Yan Yihan, Tong Xiaojun, Wang Shen
IEEE Trans Neural Netw Learn Syst. 2024 Sep;35(9):12796-12809. doi: 10.1109/TNNLS.2023.3264740. Epub 2024 Sep 3.
Federated learning (FL) is a distributed machine learning framework that allows resource-constrained clients to train a global model jointly without compromising data privacy. Although FL is widely adopted, high degrees of systems and statistical heterogeneity are still two main challenges, which leads to potential divergence and nonconvergence.
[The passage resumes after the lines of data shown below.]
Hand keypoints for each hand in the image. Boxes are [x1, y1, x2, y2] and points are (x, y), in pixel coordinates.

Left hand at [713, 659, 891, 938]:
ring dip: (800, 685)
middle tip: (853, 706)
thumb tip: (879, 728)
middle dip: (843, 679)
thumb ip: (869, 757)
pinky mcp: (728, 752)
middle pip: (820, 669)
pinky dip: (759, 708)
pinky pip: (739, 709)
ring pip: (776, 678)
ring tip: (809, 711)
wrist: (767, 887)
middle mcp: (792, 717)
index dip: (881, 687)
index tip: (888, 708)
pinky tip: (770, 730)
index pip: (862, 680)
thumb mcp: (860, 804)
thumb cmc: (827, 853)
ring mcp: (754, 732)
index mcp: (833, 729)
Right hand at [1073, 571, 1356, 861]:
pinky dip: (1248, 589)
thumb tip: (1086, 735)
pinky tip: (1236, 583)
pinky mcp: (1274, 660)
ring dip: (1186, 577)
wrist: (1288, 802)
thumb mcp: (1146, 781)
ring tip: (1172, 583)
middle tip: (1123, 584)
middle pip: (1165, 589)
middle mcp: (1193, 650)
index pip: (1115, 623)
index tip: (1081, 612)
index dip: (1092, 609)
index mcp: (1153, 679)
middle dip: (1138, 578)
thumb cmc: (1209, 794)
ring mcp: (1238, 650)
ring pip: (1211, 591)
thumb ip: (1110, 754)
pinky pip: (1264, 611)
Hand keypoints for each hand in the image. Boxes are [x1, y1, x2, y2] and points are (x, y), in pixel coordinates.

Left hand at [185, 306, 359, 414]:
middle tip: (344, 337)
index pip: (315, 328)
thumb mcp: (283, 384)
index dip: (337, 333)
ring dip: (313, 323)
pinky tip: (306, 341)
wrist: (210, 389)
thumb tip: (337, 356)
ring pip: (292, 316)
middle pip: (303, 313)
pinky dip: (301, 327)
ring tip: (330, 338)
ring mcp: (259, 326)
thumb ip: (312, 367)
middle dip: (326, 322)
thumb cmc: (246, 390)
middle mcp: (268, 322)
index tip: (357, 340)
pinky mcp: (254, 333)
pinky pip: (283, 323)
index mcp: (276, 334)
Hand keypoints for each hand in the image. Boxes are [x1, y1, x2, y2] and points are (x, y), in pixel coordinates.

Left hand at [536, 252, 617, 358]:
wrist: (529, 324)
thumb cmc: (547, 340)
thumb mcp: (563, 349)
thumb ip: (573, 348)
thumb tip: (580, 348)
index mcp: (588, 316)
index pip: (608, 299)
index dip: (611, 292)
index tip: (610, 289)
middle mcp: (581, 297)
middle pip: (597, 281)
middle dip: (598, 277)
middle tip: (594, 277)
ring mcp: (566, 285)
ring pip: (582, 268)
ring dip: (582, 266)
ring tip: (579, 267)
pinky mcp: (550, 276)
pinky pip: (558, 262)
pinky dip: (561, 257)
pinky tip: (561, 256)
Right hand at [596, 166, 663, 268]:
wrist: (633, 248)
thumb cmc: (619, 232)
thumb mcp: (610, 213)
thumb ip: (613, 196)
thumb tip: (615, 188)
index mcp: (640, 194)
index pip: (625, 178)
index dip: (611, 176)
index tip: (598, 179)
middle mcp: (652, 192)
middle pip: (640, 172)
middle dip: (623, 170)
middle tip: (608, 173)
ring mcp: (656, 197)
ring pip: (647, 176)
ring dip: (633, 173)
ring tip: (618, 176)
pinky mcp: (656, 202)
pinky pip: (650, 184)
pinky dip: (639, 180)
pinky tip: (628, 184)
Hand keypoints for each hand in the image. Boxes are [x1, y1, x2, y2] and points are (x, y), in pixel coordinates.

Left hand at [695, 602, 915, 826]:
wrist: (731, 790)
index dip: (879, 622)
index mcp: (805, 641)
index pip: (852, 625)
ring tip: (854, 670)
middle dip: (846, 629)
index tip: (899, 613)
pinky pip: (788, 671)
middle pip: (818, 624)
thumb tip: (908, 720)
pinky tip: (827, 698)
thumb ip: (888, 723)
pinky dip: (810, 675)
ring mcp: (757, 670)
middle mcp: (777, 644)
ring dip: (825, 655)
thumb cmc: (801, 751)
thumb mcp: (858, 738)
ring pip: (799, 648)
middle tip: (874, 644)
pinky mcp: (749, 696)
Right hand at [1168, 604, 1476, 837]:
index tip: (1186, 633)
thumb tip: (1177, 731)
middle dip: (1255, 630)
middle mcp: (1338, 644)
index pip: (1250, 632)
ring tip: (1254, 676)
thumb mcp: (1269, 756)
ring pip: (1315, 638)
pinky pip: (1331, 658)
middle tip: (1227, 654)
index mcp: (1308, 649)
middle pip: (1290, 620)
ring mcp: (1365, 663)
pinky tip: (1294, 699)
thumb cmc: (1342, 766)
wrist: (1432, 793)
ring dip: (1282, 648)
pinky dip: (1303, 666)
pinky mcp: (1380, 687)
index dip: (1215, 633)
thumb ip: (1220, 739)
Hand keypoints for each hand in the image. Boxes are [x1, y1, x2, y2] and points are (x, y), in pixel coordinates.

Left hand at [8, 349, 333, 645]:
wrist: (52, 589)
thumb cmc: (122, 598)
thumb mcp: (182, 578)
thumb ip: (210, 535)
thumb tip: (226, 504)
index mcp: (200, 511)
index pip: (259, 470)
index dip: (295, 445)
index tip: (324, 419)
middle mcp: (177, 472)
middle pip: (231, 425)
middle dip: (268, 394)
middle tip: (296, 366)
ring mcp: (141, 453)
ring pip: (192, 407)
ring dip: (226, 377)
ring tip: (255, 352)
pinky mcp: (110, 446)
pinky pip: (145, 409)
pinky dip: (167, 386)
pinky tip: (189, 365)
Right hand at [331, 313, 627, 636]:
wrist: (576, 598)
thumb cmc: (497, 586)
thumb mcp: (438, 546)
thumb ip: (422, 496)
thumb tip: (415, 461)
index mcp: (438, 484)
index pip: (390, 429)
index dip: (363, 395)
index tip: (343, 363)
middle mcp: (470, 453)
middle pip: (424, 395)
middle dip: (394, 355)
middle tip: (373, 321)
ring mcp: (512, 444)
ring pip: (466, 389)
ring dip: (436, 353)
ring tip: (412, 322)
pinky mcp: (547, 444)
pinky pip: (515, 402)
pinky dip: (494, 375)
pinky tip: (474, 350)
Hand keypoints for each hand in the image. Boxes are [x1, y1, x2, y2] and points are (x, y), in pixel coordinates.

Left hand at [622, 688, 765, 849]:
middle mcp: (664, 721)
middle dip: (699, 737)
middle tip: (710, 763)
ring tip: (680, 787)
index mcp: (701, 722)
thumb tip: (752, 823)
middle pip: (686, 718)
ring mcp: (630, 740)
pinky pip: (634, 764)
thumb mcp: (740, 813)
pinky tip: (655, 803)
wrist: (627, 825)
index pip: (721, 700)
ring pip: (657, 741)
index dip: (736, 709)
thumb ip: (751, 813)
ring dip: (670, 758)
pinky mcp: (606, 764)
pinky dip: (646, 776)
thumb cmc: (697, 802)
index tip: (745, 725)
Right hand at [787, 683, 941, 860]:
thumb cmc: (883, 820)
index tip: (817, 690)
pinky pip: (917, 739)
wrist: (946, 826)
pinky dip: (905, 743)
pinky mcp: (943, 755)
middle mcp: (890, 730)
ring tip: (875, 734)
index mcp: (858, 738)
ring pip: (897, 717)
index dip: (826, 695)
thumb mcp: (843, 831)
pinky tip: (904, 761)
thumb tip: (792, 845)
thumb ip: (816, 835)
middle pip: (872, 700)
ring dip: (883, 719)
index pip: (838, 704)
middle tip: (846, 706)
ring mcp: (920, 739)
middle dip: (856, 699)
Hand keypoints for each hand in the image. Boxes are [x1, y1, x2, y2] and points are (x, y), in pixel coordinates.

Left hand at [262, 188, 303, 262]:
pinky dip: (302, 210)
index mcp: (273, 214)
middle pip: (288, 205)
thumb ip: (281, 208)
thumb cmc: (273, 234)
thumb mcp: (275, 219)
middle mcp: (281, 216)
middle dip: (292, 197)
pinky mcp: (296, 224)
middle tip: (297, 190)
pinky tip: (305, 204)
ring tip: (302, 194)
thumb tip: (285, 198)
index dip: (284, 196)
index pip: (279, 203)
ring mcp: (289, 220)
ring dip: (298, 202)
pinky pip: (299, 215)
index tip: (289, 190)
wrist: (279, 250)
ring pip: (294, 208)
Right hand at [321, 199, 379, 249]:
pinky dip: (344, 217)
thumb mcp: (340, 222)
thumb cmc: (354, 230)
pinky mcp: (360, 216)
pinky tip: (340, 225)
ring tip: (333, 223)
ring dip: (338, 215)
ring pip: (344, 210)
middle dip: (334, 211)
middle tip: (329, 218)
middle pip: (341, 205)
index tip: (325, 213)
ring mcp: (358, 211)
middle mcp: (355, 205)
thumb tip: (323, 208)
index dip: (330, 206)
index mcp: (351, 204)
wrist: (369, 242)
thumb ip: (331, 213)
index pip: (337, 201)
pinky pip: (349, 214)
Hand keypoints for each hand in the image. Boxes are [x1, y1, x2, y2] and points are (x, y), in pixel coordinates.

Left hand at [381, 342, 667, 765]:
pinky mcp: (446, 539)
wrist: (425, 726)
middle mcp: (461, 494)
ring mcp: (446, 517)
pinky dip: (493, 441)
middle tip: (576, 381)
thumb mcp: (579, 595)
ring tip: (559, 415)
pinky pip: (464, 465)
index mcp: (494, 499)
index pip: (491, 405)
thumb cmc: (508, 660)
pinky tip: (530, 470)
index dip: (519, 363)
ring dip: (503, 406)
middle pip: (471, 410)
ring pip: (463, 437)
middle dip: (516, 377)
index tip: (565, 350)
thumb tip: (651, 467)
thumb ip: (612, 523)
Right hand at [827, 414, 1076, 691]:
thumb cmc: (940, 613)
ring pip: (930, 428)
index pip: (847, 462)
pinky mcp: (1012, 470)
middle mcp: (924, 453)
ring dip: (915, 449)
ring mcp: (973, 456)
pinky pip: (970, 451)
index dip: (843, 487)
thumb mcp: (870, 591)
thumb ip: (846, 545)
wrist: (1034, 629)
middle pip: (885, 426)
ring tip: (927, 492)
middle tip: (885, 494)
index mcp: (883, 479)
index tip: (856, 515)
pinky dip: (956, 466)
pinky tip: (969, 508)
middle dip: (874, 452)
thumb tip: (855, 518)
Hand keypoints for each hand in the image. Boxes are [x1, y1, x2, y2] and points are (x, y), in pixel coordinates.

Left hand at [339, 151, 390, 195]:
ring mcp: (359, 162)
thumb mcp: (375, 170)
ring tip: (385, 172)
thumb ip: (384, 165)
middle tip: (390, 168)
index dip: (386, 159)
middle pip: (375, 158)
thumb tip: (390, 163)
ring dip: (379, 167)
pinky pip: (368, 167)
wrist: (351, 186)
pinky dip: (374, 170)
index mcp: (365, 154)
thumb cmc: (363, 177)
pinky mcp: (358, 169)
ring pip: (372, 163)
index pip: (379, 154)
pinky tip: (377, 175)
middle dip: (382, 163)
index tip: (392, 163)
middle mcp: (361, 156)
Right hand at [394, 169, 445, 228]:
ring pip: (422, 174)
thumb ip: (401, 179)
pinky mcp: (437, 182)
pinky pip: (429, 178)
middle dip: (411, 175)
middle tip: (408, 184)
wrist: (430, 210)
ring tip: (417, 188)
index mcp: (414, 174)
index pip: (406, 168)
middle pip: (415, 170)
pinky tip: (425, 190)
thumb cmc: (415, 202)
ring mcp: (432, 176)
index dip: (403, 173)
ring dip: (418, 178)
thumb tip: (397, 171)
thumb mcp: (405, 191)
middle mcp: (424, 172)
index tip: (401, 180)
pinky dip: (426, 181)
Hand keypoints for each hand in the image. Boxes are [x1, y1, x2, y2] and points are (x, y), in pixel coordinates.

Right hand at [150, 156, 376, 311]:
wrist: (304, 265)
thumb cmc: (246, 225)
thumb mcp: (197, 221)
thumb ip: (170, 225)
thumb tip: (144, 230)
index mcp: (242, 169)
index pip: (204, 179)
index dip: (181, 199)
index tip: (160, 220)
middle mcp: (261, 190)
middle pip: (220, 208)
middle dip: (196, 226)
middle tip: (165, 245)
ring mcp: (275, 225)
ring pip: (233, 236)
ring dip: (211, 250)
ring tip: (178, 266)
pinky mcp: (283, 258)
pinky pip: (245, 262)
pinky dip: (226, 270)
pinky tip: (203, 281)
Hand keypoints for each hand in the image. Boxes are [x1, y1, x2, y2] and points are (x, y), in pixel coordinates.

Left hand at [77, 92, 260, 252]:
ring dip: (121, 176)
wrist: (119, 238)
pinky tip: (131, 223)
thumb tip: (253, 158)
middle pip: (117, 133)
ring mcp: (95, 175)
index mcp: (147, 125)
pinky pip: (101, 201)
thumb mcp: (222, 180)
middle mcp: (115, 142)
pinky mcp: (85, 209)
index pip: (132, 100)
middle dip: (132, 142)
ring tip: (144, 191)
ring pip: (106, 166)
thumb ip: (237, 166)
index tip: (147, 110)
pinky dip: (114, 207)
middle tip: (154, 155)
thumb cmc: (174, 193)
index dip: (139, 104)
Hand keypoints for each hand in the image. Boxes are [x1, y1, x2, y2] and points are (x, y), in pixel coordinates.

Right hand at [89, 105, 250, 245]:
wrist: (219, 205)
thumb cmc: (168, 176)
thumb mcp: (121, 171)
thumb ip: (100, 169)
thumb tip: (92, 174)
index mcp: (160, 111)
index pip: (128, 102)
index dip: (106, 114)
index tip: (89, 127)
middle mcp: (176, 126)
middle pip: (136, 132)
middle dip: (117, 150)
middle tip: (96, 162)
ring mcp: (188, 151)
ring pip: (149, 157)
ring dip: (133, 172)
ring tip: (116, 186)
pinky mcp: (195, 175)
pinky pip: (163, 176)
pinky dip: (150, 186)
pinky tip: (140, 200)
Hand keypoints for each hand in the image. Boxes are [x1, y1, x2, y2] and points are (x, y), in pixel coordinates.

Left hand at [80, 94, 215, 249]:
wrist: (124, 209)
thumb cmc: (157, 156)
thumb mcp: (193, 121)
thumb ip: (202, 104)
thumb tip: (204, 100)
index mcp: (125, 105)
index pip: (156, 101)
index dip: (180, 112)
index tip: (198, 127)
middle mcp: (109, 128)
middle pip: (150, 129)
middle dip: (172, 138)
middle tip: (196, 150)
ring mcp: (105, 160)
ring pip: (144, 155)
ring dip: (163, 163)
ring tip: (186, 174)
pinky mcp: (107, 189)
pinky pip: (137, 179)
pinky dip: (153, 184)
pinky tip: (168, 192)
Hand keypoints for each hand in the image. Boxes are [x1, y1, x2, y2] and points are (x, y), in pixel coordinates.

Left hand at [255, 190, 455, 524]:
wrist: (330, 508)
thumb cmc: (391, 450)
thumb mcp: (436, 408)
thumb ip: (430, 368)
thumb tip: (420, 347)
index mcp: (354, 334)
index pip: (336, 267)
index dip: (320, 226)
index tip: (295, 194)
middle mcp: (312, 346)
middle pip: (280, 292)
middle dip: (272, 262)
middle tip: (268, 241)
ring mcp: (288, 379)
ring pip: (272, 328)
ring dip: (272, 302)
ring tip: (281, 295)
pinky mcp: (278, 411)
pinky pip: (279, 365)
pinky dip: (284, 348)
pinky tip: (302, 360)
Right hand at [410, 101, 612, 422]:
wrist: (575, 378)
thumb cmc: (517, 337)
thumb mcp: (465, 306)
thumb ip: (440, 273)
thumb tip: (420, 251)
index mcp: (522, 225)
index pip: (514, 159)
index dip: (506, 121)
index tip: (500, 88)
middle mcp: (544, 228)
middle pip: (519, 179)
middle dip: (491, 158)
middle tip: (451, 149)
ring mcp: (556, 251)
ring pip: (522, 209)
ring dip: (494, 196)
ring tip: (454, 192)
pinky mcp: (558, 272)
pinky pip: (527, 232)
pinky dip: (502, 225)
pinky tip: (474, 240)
Clustered FL handles the problem of statistical heterogeneity straightly by discovering the geometric structure of clients with various data generation distributions and getting multiple global models. The number of clusters contains prior knowledge about the clustering structure and has a significant impact on the performance of clustered FL methods. Existing clustered FL methods are inadequate for adaptively inferring the optimal number of clusters in environments with high systems' heterogeneity. To address this issue, we propose an iterative clustered FL (ICFL) framework in which the server dynamically discovers the clustering structure by successively performing incremental clustering and clustering in one iteration. We focus on the average connectivity within each cluster and give incremental clustering and clustering methods that are compatible with ICFL based on mathematical analysis. We evaluate ICFL in experiments on high degrees of systems and statistical heterogeneity, multiple datasets, and convex and nonconvex objectives. Experimental results verify our theoretical analysis and show that ICFL outperforms several clustered FL baseline methods.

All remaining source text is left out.